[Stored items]
##############################

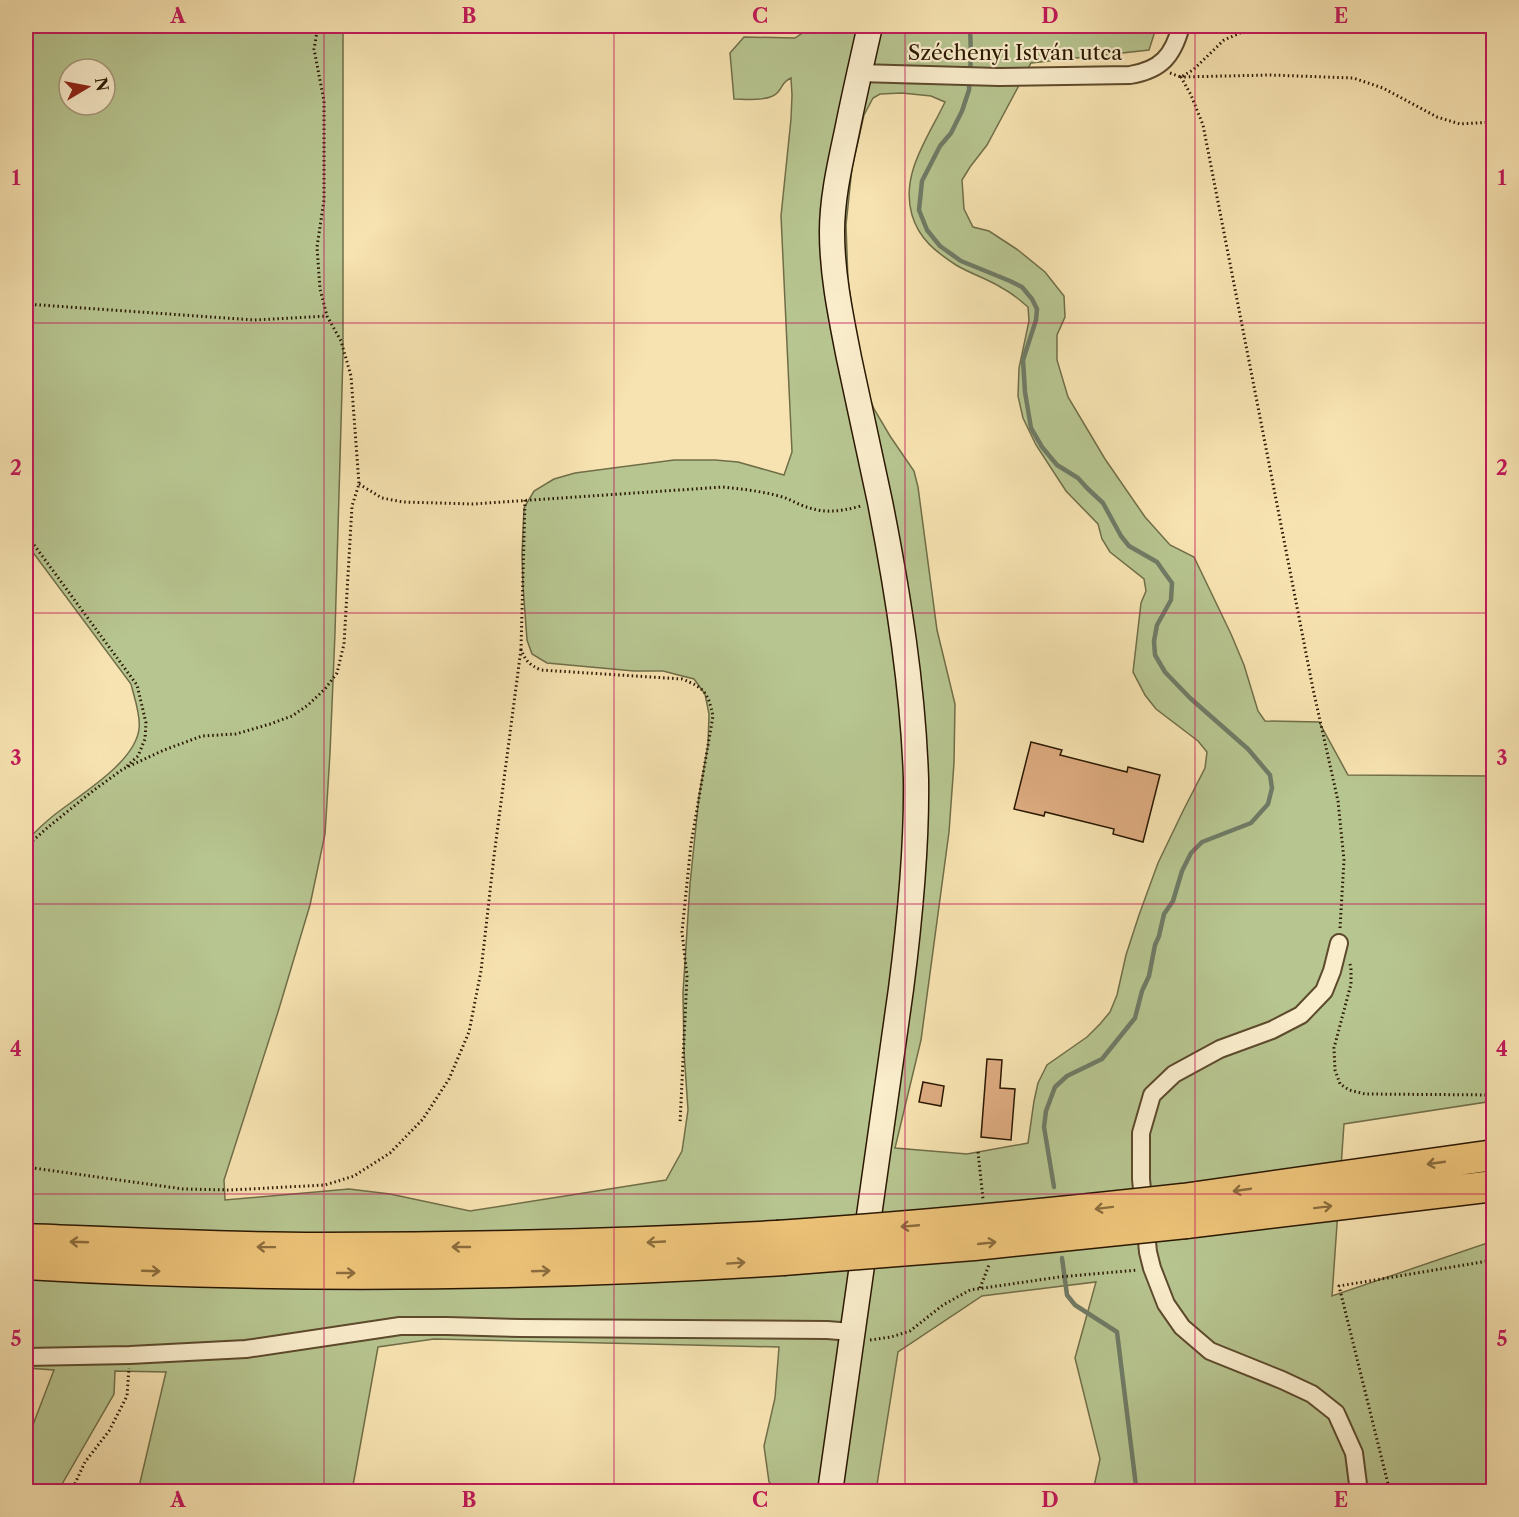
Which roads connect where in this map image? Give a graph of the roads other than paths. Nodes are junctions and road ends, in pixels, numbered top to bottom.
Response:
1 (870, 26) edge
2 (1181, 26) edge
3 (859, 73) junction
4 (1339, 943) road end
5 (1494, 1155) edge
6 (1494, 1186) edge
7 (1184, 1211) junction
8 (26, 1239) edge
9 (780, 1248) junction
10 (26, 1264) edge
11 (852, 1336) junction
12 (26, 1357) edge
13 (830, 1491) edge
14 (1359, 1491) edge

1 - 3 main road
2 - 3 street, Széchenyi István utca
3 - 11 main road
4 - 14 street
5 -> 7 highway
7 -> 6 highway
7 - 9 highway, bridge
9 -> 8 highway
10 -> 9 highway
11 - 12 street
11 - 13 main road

##############################

Assignment
Return each record exactly as given, excluding any image.

Output of the exercise
Which roads connect where in this map image? Give a graph of the roads other than paths. Nodes are junctions and road ends, in pixels, numbered top to bottom.
Response:
1 (870, 26) edge
2 (1181, 26) edge
3 (859, 73) junction
4 (1339, 943) road end
5 (1494, 1155) edge
6 (1494, 1186) edge
7 (1184, 1211) junction
8 (26, 1239) edge
9 (780, 1248) junction
10 (26, 1264) edge
11 (852, 1336) junction
12 (26, 1357) edge
13 (830, 1491) edge
14 (1359, 1491) edge

1 - 3 main road
2 - 3 street, Széchenyi István utca
3 - 11 main road
4 - 14 street
5 -> 7 highway
7 -> 6 highway
7 - 9 highway, bridge
9 -> 8 highway
10 -> 9 highway
11 - 12 street
11 - 13 main road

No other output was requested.